(SOURCE RECORDS Opens)

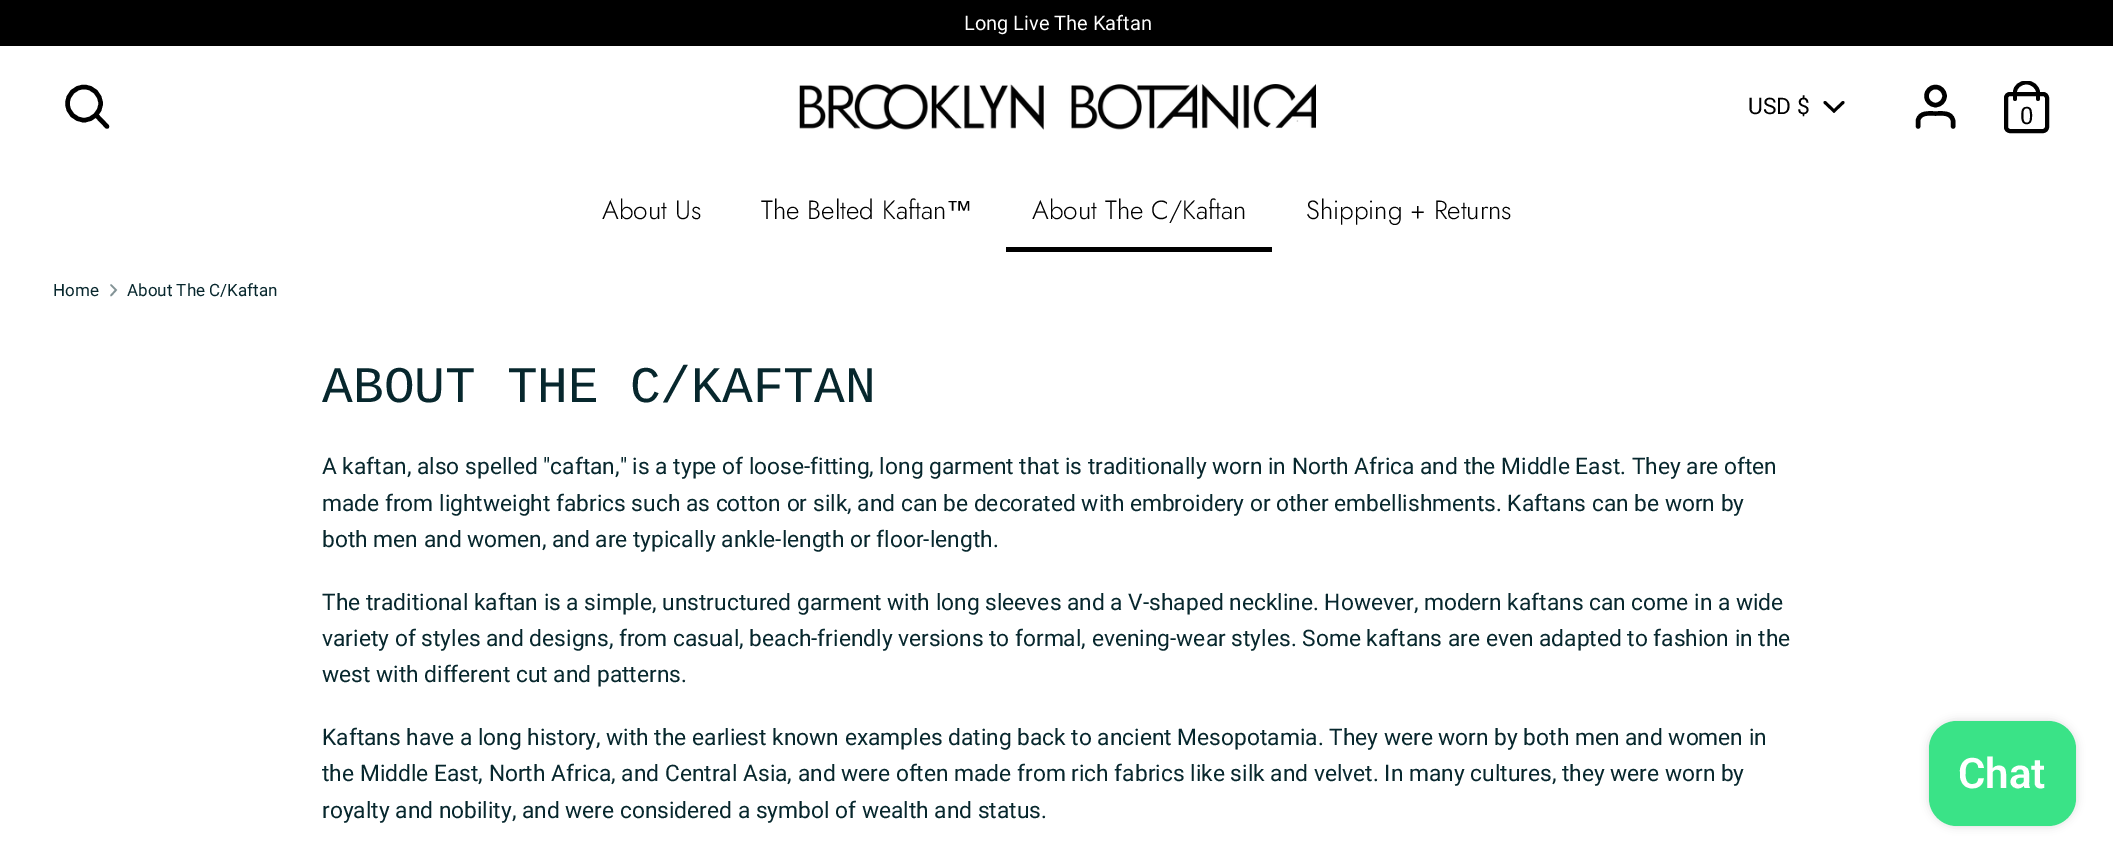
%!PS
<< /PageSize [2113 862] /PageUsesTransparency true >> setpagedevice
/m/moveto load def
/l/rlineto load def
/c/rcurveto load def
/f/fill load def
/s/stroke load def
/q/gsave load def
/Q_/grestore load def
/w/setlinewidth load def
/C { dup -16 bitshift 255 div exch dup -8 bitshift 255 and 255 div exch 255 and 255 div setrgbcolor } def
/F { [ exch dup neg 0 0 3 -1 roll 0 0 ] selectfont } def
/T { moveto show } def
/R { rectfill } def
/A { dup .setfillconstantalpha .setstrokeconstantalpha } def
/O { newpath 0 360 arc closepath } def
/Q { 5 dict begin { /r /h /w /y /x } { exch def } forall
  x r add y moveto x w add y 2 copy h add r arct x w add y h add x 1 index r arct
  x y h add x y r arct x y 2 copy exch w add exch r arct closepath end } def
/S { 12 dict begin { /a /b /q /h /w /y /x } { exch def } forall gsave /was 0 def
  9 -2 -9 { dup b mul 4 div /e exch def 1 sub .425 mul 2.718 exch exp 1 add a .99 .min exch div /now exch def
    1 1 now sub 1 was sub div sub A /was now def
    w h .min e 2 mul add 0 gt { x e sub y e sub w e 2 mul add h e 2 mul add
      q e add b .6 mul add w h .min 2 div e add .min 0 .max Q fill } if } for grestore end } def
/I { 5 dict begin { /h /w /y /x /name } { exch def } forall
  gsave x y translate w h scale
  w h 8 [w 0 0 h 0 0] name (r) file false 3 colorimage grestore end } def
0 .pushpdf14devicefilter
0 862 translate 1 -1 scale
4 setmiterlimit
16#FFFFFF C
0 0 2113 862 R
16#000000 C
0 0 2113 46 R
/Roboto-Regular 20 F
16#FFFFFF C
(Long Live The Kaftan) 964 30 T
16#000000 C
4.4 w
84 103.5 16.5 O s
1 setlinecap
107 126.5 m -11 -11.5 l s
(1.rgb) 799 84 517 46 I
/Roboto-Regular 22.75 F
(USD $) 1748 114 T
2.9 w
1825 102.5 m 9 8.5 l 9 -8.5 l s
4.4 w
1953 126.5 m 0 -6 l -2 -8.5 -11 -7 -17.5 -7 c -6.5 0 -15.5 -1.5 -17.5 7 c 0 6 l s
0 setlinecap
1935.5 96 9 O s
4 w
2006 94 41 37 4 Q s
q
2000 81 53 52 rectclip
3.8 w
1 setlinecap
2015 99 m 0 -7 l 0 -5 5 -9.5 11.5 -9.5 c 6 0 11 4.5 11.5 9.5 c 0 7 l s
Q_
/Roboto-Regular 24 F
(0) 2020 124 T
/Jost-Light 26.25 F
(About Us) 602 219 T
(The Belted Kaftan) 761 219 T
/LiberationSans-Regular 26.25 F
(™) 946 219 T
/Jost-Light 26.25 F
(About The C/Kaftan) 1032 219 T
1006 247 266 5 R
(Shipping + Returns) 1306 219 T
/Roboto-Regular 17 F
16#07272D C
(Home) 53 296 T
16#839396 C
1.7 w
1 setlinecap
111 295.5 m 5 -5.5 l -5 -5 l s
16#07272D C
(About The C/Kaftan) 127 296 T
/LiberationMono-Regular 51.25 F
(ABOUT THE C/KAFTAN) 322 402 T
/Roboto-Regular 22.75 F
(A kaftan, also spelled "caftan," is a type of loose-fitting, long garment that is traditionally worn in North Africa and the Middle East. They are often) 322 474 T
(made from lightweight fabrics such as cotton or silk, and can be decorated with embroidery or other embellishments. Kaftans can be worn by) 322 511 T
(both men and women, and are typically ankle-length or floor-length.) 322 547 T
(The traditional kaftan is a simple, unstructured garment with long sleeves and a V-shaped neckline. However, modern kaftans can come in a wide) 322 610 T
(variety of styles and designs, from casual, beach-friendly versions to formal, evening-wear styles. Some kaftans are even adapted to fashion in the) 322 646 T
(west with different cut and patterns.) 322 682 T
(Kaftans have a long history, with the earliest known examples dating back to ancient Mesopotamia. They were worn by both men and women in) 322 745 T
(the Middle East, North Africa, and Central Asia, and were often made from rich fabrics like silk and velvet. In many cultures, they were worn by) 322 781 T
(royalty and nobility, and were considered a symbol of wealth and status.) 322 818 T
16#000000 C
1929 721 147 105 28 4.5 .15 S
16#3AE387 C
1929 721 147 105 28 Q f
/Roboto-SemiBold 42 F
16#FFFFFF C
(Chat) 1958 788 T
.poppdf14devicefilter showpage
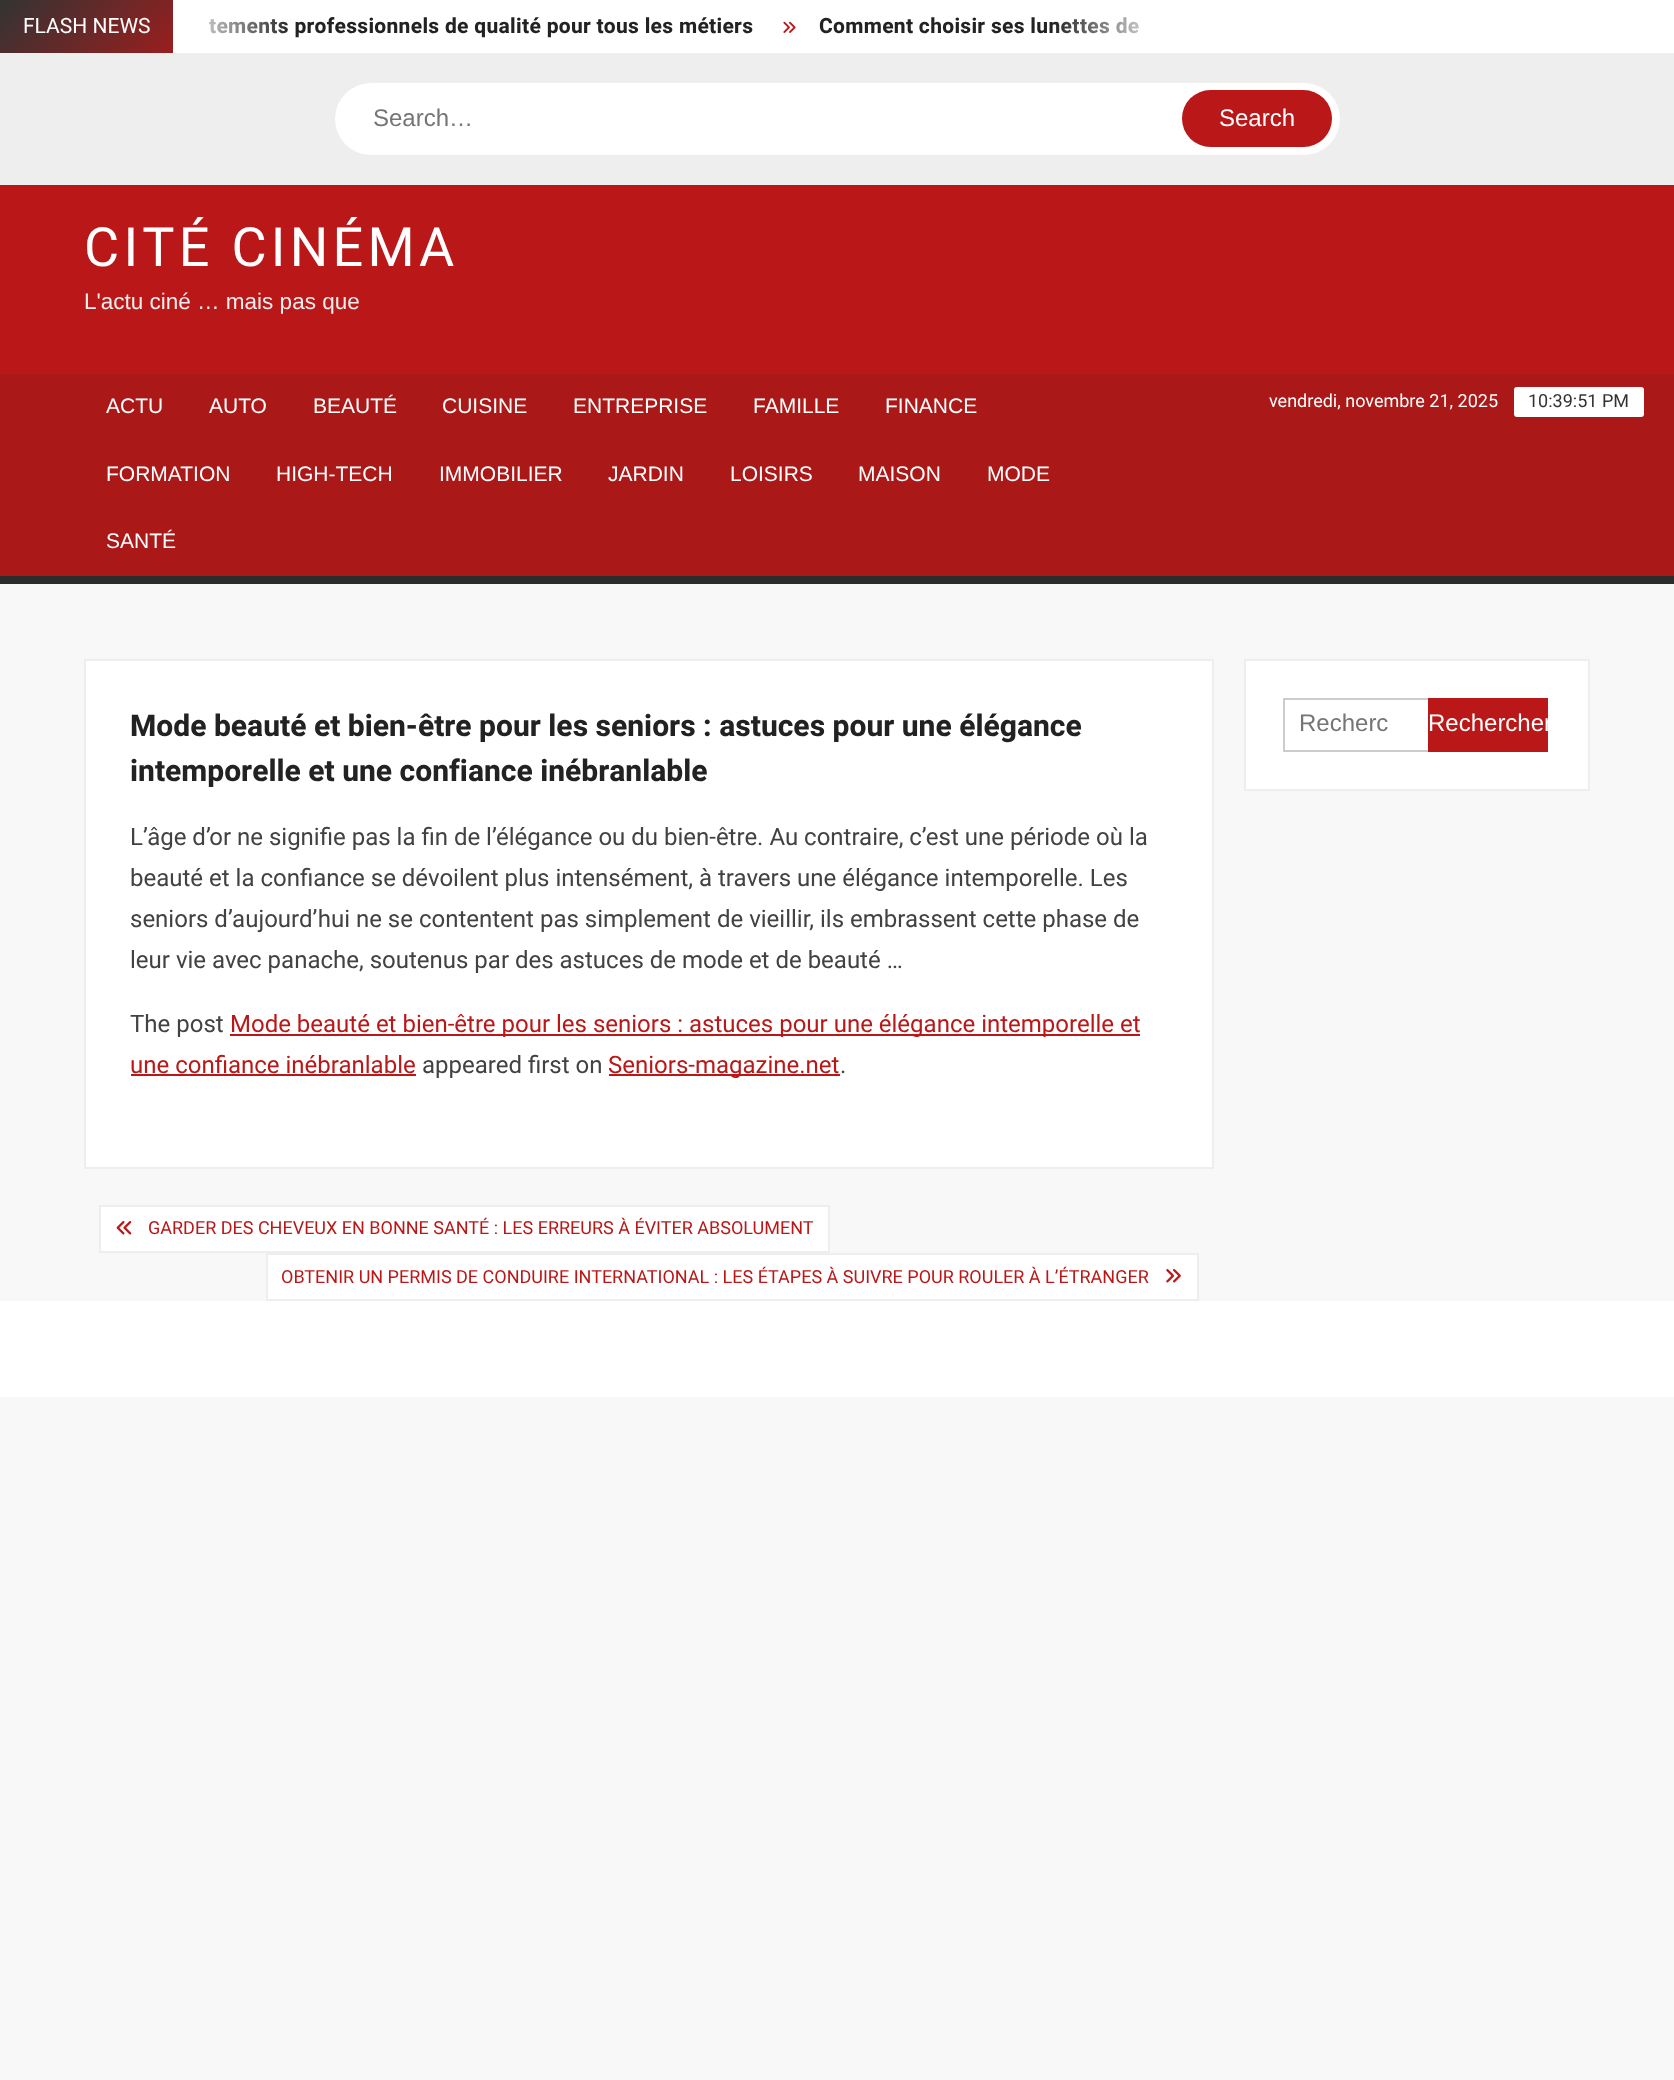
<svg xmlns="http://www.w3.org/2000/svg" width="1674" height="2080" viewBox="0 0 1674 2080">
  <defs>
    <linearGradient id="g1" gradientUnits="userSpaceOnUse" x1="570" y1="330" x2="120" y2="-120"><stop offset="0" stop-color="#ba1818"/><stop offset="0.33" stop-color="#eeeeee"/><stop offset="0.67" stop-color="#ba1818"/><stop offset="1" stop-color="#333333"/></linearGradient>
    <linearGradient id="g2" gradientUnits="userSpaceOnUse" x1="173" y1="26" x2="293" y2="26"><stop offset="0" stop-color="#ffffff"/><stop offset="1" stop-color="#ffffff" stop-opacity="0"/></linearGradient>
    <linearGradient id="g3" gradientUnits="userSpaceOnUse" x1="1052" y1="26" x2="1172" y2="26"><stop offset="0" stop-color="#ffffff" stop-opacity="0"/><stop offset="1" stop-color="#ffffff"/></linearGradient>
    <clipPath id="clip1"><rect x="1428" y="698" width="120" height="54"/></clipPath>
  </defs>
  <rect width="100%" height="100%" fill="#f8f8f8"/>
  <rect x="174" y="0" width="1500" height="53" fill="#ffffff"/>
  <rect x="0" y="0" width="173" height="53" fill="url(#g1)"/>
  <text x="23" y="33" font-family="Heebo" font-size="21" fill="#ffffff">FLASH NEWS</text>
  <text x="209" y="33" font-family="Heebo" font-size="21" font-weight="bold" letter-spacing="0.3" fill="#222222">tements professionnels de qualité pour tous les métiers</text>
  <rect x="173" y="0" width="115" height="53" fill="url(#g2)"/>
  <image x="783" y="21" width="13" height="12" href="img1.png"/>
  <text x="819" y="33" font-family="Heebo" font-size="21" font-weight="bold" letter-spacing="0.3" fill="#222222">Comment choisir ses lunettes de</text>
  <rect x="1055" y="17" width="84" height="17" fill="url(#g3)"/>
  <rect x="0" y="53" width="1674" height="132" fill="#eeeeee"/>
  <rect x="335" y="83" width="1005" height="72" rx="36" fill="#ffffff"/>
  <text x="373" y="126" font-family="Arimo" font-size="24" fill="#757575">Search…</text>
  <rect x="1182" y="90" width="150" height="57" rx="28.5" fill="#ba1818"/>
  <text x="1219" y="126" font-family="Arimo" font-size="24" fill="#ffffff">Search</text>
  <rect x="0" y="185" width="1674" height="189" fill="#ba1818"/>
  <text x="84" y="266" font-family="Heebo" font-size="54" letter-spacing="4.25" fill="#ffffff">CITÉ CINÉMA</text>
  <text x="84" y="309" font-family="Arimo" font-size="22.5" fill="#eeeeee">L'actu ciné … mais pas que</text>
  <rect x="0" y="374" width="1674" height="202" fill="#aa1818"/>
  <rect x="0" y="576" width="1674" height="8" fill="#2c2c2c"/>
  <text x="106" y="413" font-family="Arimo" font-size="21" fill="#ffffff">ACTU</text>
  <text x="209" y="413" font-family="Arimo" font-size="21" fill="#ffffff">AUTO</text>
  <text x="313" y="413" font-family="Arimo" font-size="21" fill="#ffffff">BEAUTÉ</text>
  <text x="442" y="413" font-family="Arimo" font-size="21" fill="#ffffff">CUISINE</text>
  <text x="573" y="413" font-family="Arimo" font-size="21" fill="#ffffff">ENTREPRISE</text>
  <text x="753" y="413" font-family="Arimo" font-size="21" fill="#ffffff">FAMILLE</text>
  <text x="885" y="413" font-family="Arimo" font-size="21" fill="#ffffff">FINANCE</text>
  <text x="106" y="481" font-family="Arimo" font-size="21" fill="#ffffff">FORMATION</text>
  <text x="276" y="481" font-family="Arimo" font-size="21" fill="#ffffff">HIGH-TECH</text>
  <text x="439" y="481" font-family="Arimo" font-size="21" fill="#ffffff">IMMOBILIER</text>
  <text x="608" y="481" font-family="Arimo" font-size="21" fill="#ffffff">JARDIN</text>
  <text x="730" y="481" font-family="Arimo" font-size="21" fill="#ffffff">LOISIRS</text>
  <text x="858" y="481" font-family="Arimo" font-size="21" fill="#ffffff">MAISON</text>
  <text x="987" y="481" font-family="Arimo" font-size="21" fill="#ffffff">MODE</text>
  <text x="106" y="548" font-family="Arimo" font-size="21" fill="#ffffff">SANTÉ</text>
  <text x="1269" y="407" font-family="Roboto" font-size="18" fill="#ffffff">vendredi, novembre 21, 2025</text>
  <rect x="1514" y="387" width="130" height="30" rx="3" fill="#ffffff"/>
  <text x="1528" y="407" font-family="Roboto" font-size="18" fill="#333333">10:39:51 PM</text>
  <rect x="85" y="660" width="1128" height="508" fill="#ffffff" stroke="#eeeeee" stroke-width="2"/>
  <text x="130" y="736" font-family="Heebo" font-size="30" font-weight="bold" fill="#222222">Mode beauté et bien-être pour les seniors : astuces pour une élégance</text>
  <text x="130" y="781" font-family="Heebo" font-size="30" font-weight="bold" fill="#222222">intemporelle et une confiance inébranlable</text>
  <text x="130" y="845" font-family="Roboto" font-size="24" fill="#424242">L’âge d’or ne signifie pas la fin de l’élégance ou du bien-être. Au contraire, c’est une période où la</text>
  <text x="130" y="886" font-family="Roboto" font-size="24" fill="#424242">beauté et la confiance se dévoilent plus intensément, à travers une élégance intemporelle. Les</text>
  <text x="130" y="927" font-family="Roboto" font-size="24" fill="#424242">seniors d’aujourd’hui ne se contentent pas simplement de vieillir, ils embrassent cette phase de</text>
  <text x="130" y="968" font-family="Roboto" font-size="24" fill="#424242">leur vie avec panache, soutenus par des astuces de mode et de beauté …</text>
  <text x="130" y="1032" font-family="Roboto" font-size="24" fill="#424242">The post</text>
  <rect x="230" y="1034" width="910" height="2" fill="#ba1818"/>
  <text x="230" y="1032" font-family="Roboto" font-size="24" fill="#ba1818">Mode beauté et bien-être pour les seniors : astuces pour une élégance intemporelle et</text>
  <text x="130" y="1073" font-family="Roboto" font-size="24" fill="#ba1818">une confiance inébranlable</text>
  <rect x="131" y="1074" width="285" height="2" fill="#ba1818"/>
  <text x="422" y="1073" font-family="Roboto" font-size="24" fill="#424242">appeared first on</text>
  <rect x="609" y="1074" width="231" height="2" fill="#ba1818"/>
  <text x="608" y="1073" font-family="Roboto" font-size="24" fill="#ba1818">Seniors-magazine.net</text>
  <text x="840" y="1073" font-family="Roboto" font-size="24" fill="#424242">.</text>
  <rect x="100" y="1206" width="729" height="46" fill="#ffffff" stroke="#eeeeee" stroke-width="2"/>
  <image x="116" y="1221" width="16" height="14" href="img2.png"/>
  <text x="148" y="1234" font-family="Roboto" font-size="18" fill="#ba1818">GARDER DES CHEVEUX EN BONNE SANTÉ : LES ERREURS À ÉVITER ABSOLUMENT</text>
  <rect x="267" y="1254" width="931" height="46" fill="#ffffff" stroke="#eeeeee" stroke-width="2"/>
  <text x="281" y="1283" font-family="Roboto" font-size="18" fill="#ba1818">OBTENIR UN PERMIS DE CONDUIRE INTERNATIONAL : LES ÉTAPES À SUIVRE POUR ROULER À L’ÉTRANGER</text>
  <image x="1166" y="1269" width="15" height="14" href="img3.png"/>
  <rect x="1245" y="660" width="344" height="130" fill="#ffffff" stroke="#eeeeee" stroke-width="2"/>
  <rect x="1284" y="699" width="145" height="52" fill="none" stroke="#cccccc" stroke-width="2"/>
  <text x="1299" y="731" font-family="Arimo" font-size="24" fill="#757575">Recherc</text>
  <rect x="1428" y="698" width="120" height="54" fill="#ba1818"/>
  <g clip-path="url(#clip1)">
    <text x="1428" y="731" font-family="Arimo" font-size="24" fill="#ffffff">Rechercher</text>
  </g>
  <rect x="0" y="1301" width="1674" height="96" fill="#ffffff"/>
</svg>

(SOURCE RECORDS Closes)

## ABOUT THIS EXERCISE
The response must hold only the lines above from the line with "q e add b .6" through the line with "4 setmiterlimit", each copied exactly, both ends kept.

## RESPONSE TO THE TASK
      q e add b .6 mul add w h .min 2 div e add .min 0 .max Q fill } if } for grestore end } def
/I { 5 dict begin { /h /w /y /x /name } { exch def } forall
  gsave x y translate w h scale
  w h 8 [w 0 0 h 0 0] name (r) file false 3 colorimage grestore end } def
0 .pushpdf14devicefilter
0 862 translate 1 -1 scale
4 setmiterlimit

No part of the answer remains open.